The shift, they write, reflects changing workplace norms, gender expectations and social values that prize career satisfaction and leisure over large families .

Surveys back up the claim. In the United States, the share of women aged 20-44 who say work is “very important” to them jumped from 32 percent in the mid-2000s to 47 percent by 2020, while only a minority of young adults rank having children near the top of life’s goals.

Similar attitudinal changes are visible in Europe and East Asia.

Why Cash Isn’t King

If modern adults are weighing children against ever-higher opportunity costs, can governments simply pay them to reproduce? Not really, the authors say.

Reviews of child allowances and tax credits from Canada to South Korea show only modest bumps in birth numbers, and mainly among parents who already have one child. “Pro-natal incentives do work,” the paper notes, “but it takes a lot of money.”

Even a benefit equal to ten percent of household income might raise births by at most four percent .

Likewise, incremental fixes that make work-family juggling easier, like longer parental leave or subsidized preschool, help parents keep their jobs but rarely lift completed fertility, especially first births .

The Marriage Piece

Fewer weddings also matter. In nations where out-of-wedlock births remain rare, like Japan, Italy, and South Korea, the collapse of marriage rates has translated almost mechanically into fewer babies.

Yet even in the United States, where non-marital births are common, three-quarters of the post-2007 fertility drop can be mechanically linked to declining marriage, previous work cited in the paper shows .

Policy Implications: Think Big, Think Early

Because fertility decisions are made over decades, Kearney and Levine contend that small, late-stage inducements cannot reverse a trend driven by lifetime calculations.

Effective policies must “influence the decisions women make early in their reproductive lives,” they write, and may need to tackle the underlying clash between demanding careers and intensive parenting norms .

One area with outsized promise, the authors find, is housing. Historic U.S. programs that helped young families buy homes boosted births far more than today’s child-tax credits do, suggesting that making starter housing affordable could indirectly raise fertility .

No Silver Bullet

Still, the researchers caution, “there is no single policy lever that will reliably boost fertility.”

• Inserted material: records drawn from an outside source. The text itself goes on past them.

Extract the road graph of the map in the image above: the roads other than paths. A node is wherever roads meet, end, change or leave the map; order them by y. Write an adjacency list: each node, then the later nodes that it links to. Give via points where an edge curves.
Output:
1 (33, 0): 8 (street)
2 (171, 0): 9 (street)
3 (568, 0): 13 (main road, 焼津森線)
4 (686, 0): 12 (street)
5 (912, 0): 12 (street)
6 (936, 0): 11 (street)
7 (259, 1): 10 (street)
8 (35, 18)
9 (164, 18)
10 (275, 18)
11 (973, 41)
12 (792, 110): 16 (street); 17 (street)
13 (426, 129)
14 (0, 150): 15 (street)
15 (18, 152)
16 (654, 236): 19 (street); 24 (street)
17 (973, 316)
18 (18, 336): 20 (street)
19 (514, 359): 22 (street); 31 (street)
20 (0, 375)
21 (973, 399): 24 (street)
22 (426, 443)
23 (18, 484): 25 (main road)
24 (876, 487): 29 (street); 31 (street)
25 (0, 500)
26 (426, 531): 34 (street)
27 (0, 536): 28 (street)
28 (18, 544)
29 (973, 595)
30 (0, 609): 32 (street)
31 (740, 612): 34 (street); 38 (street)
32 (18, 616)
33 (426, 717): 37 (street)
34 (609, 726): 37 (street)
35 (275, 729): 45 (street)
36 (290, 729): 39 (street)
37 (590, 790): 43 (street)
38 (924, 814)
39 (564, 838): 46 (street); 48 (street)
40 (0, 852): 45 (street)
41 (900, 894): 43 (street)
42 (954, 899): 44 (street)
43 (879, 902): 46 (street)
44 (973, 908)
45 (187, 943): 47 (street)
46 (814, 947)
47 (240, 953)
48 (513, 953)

Until societies reconcile gender roles at home, soften the career penalties of parenthood or address the cultural appeal of child-free life, the baby bust is likely to continue.

For aging economies worried about shrinking workforces and soaring pension costs, that conclusion is unsettling.

Yet Kearney and Levine’s analysis leaves room for optimism: if low fertility is partly about shifting values, values can shift again.

The question is whether governments—and voters—are ready to make parenthood a collective priority.